■ Data provided
· · · · · · ·

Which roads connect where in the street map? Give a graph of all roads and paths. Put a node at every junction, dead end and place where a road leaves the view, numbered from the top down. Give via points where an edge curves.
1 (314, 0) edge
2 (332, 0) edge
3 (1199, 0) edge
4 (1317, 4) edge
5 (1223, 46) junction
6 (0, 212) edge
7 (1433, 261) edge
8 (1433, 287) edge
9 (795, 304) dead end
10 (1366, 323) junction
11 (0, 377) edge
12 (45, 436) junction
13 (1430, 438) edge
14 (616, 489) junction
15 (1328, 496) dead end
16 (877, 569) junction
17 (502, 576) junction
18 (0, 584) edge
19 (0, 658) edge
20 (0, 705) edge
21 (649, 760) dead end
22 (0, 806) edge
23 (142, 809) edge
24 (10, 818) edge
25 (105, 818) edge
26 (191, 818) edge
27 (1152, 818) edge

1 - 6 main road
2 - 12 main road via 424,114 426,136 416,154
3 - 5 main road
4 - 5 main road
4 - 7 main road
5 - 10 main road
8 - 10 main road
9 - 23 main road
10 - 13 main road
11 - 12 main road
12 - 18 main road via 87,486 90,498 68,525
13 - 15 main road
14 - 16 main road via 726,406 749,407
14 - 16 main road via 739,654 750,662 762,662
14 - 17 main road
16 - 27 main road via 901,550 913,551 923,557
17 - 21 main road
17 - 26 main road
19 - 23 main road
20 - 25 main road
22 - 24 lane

· · · · · · ·

■ Assigned task
The material above is to be transcribed in full, exactly as it appears.

■ Your solution
Which roads connect where in the street map? Give a graph of all roads and paths. Put a node at every junction, dead end and place where a road leaves the view, numbered from the top down. Give via points where an edge curves.
1 (314, 0) edge
2 (332, 0) edge
3 (1199, 0) edge
4 (1317, 4) edge
5 (1223, 46) junction
6 (0, 212) edge
7 (1433, 261) edge
8 (1433, 287) edge
9 (795, 304) dead end
10 (1366, 323) junction
11 (0, 377) edge
12 (45, 436) junction
13 (1430, 438) edge
14 (616, 489) junction
15 (1328, 496) dead end
16 (877, 569) junction
17 (502, 576) junction
18 (0, 584) edge
19 (0, 658) edge
20 (0, 705) edge
21 (649, 760) dead end
22 (0, 806) edge
23 (142, 809) edge
24 (10, 818) edge
25 (105, 818) edge
26 (191, 818) edge
27 (1152, 818) edge

1 - 6 main road
2 - 12 main road via 424,114 426,136 416,154
3 - 5 main road
4 - 5 main road
4 - 7 main road
5 - 10 main road
8 - 10 main road
9 - 23 main road
10 - 13 main road
11 - 12 main road
12 - 18 main road via 87,486 90,498 68,525
13 - 15 main road
14 - 16 main road via 726,406 749,407
14 - 16 main road via 739,654 750,662 762,662
14 - 17 main road
16 - 27 main road via 901,550 913,551 923,557
17 - 21 main road
17 - 26 main road
19 - 23 main road
20 - 25 main road
22 - 24 lane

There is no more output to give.